Problem: Across all the records below, how many lines contain "Hanımeli"? Respond with only the number.

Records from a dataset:
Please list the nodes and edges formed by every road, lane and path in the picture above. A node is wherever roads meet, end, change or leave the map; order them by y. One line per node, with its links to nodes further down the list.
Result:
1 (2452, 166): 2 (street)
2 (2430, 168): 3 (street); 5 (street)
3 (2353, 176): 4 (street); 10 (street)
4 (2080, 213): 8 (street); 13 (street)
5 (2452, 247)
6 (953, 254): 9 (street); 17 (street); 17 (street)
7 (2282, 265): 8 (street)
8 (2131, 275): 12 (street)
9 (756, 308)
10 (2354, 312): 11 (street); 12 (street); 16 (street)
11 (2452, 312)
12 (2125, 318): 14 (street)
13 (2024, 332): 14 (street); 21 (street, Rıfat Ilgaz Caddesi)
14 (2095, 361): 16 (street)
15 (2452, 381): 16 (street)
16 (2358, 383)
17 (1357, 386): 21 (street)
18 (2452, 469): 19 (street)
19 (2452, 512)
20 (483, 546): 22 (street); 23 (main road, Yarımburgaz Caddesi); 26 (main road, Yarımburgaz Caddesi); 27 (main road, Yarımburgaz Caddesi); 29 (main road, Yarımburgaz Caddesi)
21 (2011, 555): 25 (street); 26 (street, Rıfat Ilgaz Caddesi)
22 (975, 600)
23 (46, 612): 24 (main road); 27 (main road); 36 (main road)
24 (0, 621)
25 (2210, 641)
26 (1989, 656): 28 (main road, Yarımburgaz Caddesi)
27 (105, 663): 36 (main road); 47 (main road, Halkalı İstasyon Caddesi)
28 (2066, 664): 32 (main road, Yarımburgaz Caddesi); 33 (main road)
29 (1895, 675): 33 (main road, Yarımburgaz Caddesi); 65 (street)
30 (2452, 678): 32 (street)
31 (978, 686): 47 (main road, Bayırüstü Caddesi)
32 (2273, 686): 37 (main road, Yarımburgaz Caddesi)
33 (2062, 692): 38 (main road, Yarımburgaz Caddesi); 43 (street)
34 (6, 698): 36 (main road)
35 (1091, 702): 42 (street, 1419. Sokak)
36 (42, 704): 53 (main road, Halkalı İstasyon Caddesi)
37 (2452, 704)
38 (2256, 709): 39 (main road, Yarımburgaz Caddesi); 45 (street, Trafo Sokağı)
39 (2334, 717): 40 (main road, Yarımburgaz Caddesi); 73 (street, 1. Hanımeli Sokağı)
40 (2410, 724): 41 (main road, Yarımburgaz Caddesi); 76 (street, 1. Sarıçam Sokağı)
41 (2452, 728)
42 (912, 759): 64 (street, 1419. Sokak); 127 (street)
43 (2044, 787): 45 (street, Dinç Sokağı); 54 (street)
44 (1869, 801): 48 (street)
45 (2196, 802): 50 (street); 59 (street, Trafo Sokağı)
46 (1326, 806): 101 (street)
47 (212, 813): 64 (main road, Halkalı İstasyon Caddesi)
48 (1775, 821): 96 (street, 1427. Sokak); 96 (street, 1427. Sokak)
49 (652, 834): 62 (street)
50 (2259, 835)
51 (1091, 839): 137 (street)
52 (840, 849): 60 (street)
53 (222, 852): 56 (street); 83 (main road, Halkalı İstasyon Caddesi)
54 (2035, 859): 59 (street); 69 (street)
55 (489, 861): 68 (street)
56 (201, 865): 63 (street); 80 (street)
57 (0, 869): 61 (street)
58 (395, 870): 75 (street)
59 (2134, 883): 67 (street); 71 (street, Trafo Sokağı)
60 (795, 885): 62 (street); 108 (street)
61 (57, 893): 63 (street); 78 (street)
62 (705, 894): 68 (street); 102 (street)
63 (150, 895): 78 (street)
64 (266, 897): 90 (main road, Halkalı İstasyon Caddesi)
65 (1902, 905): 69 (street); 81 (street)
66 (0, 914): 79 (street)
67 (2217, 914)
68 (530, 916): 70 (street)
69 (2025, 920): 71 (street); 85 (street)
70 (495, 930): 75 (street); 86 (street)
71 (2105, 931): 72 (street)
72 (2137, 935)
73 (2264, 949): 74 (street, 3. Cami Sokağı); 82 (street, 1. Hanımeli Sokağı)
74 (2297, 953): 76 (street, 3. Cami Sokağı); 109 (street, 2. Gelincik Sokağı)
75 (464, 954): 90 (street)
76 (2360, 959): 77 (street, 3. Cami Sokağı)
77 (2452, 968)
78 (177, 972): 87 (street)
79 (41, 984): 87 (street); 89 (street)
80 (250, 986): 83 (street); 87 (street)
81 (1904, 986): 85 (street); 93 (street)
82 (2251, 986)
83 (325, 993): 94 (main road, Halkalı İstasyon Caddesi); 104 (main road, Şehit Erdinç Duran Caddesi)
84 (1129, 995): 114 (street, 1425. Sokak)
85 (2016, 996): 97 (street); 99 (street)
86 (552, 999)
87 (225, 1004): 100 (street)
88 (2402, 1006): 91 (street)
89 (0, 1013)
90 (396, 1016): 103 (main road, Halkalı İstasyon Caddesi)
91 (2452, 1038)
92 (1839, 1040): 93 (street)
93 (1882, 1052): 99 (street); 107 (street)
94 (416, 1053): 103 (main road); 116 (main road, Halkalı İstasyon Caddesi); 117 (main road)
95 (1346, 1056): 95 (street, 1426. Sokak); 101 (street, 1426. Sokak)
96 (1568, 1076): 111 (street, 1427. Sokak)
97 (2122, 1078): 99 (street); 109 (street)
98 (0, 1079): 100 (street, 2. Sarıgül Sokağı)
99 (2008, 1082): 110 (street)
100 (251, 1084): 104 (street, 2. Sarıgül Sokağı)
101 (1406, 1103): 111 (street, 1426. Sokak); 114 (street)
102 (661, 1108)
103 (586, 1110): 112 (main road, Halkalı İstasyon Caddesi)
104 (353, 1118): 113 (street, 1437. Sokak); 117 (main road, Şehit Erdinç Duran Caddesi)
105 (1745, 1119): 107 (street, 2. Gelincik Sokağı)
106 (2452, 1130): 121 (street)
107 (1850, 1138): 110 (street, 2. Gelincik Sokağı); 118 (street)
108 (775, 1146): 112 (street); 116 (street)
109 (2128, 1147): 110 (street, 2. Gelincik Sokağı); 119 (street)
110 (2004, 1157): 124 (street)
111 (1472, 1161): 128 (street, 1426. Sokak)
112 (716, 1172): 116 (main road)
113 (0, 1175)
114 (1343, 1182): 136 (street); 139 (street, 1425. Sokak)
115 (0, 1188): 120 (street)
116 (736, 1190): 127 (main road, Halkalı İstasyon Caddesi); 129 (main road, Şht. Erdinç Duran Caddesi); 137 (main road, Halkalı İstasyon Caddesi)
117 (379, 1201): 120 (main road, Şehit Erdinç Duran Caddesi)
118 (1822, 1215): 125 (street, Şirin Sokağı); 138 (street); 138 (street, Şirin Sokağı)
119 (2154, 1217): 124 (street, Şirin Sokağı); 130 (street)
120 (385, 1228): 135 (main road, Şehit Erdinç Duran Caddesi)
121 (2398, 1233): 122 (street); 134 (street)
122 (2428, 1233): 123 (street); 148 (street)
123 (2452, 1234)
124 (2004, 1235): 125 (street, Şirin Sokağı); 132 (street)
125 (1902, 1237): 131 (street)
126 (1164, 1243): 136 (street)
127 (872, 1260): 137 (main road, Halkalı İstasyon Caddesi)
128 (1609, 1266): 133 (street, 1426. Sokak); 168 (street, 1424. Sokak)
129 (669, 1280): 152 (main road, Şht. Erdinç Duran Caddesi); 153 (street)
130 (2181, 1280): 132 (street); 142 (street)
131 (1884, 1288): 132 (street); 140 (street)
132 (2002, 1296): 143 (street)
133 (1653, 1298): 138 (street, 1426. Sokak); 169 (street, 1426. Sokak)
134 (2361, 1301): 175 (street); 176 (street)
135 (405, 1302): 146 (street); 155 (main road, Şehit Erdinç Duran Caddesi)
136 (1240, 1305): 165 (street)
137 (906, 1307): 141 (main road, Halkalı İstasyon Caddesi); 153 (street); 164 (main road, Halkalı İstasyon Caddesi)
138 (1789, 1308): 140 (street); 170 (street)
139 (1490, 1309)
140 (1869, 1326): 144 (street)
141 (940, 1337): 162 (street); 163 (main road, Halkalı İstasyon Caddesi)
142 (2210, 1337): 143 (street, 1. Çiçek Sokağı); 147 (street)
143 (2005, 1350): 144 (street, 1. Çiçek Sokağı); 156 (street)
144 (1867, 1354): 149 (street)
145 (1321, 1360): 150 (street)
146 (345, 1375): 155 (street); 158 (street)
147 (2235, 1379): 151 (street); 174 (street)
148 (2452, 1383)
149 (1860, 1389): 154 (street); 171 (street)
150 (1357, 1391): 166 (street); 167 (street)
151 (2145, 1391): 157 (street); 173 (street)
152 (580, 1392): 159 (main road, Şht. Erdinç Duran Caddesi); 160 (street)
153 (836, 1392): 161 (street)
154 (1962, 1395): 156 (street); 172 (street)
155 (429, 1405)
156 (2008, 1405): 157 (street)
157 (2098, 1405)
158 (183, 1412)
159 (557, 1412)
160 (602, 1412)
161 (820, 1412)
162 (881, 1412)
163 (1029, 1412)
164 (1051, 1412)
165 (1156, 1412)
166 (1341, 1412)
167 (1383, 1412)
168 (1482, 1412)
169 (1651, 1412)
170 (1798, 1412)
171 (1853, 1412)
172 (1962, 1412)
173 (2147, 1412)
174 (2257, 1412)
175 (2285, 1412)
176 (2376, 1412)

The completed task: 2